A judge has given the city of La Salle the OK to clear the remains of a downtown building that collapsed suddenly July 19.

Monday, attorneys appeared for what was expected to be a contested hearing between city officials and Marcus D. Williams, who owns the former tavern at First and Tonti streets in La Salle. The rear half of the building collapsed last week and the front half was quickly demolished.

The Monday hearing never took place. Instead, attorneys for both sides held a series of closed-door conferences and then emerged with a signed order from La Salle County Circuit Judge Troy D. Holland. The demolition is subject to state law and not city code.

In the order, Holland wrote Williams had failed to make repairs in the time allotted by the court. Holland also wrote the site is “abandoned, dangerous and unsafe in its present condition” and authorized the city to complete the demolition.

“It’s going to get cleaned up,” said Bill Hintz, attorney for client Williams, who was not present in court Monday and who has not publicly commented on the collapse.

A status hearing is set for Friday, Sept. 17, before Holland.

Jacob Frost, attorney for the city, said the city will seek bids for clearing the remains of the building. The working presumption is Williams will remit the costs of the debris removal; but those costs and Williams’ ability to pay have yet to be determined.
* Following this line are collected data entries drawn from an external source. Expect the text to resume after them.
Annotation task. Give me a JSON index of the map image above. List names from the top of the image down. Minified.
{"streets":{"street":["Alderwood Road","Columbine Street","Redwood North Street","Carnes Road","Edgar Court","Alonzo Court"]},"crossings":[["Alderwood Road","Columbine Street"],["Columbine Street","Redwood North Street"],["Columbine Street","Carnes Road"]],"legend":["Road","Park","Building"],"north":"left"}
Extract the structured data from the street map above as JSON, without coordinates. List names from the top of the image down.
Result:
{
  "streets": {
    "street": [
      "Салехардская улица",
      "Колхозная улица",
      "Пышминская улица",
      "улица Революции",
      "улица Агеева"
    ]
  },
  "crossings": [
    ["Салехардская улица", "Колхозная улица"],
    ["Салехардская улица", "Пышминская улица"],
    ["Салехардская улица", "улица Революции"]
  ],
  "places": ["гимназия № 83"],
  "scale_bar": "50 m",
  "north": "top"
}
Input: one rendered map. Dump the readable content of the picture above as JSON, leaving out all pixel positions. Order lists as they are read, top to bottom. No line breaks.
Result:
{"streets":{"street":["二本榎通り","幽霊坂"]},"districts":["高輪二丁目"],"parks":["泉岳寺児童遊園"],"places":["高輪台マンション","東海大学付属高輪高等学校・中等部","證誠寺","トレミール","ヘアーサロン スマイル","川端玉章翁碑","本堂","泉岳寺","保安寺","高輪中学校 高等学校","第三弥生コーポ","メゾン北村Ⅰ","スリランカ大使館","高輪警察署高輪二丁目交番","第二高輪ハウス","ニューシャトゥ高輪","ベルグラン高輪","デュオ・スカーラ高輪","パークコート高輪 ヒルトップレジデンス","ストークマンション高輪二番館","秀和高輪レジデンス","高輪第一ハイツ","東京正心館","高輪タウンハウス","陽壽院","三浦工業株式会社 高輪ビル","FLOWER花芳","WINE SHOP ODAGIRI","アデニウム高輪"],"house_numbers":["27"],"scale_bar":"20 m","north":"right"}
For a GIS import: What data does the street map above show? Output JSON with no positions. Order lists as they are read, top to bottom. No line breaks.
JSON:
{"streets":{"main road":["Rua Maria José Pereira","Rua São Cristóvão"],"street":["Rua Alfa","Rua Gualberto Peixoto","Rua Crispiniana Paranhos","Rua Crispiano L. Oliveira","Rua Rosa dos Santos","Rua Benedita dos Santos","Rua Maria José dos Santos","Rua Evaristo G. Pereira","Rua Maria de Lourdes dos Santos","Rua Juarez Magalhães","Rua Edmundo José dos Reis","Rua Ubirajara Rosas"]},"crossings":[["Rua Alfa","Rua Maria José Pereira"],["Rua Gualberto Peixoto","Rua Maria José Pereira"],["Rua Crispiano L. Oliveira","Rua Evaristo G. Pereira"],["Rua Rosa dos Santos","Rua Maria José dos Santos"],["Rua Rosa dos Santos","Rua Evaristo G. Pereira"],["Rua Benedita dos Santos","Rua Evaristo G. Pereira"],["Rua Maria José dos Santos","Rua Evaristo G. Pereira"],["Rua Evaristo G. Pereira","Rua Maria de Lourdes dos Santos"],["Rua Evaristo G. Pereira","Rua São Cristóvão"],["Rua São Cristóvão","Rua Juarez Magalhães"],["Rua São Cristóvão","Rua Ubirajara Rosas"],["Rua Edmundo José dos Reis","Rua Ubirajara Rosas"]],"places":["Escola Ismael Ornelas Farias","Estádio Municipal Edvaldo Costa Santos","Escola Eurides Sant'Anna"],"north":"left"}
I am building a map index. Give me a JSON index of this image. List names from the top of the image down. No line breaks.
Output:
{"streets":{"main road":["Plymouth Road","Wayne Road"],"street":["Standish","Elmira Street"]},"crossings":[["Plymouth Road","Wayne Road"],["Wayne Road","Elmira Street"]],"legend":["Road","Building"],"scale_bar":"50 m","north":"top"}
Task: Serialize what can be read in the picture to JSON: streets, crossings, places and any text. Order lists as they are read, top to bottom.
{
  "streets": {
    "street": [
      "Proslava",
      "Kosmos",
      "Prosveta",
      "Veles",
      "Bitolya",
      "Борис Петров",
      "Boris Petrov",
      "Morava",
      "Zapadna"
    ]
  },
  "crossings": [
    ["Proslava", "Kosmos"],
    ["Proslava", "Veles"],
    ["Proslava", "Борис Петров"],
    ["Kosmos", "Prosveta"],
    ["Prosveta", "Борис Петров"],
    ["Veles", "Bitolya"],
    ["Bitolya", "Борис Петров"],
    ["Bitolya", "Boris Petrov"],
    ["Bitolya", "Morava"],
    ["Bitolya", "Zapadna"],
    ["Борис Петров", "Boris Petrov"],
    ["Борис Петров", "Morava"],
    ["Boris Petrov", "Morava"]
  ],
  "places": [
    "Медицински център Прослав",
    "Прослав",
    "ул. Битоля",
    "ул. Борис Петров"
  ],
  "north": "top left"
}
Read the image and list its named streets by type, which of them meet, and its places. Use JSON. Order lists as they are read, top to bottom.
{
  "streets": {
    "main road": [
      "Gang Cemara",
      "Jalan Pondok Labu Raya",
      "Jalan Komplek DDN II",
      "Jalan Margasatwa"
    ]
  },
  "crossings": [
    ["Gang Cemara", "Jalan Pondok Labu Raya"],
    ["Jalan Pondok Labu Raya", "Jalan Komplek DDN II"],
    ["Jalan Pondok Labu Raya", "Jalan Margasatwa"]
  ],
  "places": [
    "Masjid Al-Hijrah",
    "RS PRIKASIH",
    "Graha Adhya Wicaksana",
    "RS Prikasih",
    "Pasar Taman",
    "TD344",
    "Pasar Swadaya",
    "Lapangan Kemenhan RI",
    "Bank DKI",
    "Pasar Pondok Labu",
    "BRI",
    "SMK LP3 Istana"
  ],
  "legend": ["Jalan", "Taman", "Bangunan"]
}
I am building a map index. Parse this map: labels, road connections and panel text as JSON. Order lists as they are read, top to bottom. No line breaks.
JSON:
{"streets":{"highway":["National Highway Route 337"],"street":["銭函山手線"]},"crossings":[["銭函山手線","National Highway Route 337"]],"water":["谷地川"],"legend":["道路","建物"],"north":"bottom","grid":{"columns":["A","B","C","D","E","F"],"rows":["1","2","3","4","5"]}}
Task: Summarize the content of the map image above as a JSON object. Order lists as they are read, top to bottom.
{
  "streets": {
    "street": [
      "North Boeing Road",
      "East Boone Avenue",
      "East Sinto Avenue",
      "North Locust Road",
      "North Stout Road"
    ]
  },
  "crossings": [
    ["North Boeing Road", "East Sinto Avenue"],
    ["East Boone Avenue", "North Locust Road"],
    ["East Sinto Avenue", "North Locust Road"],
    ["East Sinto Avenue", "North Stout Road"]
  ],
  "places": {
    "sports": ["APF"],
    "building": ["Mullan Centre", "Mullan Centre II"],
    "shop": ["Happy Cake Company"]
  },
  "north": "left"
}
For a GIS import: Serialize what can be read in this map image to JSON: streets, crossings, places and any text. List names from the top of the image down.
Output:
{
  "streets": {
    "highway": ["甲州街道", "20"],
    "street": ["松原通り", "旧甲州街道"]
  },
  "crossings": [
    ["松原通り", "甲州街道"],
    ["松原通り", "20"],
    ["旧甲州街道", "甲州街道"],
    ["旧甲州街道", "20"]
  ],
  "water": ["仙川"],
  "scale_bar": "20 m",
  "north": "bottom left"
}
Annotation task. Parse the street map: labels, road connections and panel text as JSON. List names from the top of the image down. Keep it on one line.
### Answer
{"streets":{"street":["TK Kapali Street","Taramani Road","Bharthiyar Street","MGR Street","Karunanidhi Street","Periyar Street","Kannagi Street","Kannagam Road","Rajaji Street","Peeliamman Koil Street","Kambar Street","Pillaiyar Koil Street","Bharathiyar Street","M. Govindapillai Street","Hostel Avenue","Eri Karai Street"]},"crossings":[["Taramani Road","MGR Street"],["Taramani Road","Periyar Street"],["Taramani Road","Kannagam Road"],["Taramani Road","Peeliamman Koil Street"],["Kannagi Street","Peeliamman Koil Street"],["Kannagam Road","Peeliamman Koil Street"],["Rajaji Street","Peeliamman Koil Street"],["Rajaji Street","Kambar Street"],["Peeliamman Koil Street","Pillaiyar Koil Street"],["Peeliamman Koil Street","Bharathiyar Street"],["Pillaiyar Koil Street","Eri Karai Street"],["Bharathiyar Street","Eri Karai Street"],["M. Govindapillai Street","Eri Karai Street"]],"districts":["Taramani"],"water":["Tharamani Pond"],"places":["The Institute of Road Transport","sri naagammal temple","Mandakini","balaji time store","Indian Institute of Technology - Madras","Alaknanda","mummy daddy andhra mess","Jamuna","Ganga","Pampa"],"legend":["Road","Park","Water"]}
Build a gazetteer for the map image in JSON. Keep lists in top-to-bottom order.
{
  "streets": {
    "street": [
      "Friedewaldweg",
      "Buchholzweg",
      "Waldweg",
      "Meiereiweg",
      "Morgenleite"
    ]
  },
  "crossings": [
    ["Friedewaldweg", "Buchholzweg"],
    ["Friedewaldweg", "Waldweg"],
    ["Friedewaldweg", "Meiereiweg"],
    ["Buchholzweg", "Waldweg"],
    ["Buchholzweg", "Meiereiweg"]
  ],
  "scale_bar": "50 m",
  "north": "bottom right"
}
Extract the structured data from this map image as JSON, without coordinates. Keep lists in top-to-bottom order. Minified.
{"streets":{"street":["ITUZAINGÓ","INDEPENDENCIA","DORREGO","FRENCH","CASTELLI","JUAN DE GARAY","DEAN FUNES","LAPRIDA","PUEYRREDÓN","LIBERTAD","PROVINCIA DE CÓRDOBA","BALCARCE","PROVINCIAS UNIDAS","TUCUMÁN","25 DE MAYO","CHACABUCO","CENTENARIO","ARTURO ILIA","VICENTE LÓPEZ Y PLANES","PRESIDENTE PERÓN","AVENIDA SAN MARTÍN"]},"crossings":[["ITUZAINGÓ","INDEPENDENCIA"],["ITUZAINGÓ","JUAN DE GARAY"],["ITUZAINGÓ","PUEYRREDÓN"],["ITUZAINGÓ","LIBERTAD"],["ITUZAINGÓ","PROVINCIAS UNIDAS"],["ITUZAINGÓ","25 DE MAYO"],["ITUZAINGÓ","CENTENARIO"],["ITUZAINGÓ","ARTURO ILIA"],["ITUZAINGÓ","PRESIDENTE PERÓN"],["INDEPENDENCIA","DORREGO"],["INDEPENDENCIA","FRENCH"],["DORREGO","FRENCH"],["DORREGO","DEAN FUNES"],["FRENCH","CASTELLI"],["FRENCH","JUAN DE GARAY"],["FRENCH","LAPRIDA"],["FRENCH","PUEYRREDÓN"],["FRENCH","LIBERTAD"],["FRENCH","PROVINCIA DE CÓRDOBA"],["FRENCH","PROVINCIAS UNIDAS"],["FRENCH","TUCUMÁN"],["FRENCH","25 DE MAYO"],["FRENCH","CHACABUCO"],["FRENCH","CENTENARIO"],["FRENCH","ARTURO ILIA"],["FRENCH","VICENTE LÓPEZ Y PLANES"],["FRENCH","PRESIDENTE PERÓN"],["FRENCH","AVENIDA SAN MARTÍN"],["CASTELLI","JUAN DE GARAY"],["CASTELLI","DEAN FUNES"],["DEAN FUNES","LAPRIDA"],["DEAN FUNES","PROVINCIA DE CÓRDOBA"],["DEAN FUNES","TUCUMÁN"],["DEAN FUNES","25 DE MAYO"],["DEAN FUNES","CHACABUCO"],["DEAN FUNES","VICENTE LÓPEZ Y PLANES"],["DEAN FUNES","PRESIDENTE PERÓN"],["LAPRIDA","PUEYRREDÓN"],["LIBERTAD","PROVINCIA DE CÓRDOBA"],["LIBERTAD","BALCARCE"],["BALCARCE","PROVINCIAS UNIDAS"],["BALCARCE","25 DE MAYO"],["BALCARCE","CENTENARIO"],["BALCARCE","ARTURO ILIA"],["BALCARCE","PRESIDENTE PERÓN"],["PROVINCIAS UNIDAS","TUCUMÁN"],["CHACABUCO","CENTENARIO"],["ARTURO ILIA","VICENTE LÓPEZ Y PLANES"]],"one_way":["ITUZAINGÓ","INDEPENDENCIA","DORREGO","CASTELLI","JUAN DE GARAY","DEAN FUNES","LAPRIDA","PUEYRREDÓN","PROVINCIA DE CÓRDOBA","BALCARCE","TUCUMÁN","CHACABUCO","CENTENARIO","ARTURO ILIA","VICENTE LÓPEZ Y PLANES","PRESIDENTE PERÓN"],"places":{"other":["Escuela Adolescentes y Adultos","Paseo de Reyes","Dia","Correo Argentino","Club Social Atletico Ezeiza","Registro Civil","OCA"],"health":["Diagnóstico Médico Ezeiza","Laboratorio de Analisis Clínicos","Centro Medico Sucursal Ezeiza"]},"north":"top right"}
It was noted during the ensuing discussions workers will presume the building has asbestos and take steps to contain the release of any particulate.

No injuries were reported when a portion of building collapsed late morning July 19, prompting authorities to close off a two-block area. (The collapse did, however, damage a neighboring structure.)

The building was described as a long-vacated tavern – Little El’s in the 1950s and First Street Pub in the ’70s – that city officials had been actively trying to declare abandoned and to tear down. Williams purchased it in a tax sale.

“The building department with the city, we’ve been in litigation with him (the owner) over this building for 2½ years now,” City Building Inspector Andy Bacidore said at the time. “COVID delayed some of that stuff but we are still in litigation. We felt the building was unsafe and as recently as a month ago we noticed some bricks popping out.”